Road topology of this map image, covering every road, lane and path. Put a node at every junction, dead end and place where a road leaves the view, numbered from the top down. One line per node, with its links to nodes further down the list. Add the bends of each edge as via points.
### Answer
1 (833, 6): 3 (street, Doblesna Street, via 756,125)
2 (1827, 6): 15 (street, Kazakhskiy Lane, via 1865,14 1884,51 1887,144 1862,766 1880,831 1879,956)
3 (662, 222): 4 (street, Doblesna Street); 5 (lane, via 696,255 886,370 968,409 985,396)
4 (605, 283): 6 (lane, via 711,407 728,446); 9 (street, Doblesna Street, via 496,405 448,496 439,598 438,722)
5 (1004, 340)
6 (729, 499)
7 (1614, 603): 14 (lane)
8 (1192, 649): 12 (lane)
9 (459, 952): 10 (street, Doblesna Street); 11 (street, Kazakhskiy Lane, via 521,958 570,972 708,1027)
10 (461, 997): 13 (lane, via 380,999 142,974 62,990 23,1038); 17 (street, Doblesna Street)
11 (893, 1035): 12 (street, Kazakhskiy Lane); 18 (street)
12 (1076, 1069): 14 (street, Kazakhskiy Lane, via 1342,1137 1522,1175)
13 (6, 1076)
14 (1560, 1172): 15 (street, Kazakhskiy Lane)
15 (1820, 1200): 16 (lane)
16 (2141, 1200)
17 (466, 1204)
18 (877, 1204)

● ● ● ● ● ● ●

## The problem:
Repeat all of the entries above exactly.

## Answer space:
Road topology of this map image, covering every road, lane and path. Put a node at every junction, dead end and place where a road leaves the view, numbered from the top down. One line per node, with its links to nodes further down the list. Add the bends of each edge as via points.
### Answer
1 (833, 6): 3 (street, Doblesna Street, via 756,125)
2 (1827, 6): 15 (street, Kazakhskiy Lane, via 1865,14 1884,51 1887,144 1862,766 1880,831 1879,956)
3 (662, 222): 4 (street, Doblesna Street); 5 (lane, via 696,255 886,370 968,409 985,396)
4 (605, 283): 6 (lane, via 711,407 728,446); 9 (street, Doblesna Street, via 496,405 448,496 439,598 438,722)
5 (1004, 340)
6 (729, 499)
7 (1614, 603): 14 (lane)
8 (1192, 649): 12 (lane)
9 (459, 952): 10 (street, Doblesna Street); 11 (street, Kazakhskiy Lane, via 521,958 570,972 708,1027)
10 (461, 997): 13 (lane, via 380,999 142,974 62,990 23,1038); 17 (street, Doblesna Street)
11 (893, 1035): 12 (street, Kazakhskiy Lane); 18 (street)
12 (1076, 1069): 14 (street, Kazakhskiy Lane, via 1342,1137 1522,1175)
13 (6, 1076)
14 (1560, 1172): 15 (street, Kazakhskiy Lane)
15 (1820, 1200): 16 (lane)
16 (2141, 1200)
17 (466, 1204)
18 (877, 1204)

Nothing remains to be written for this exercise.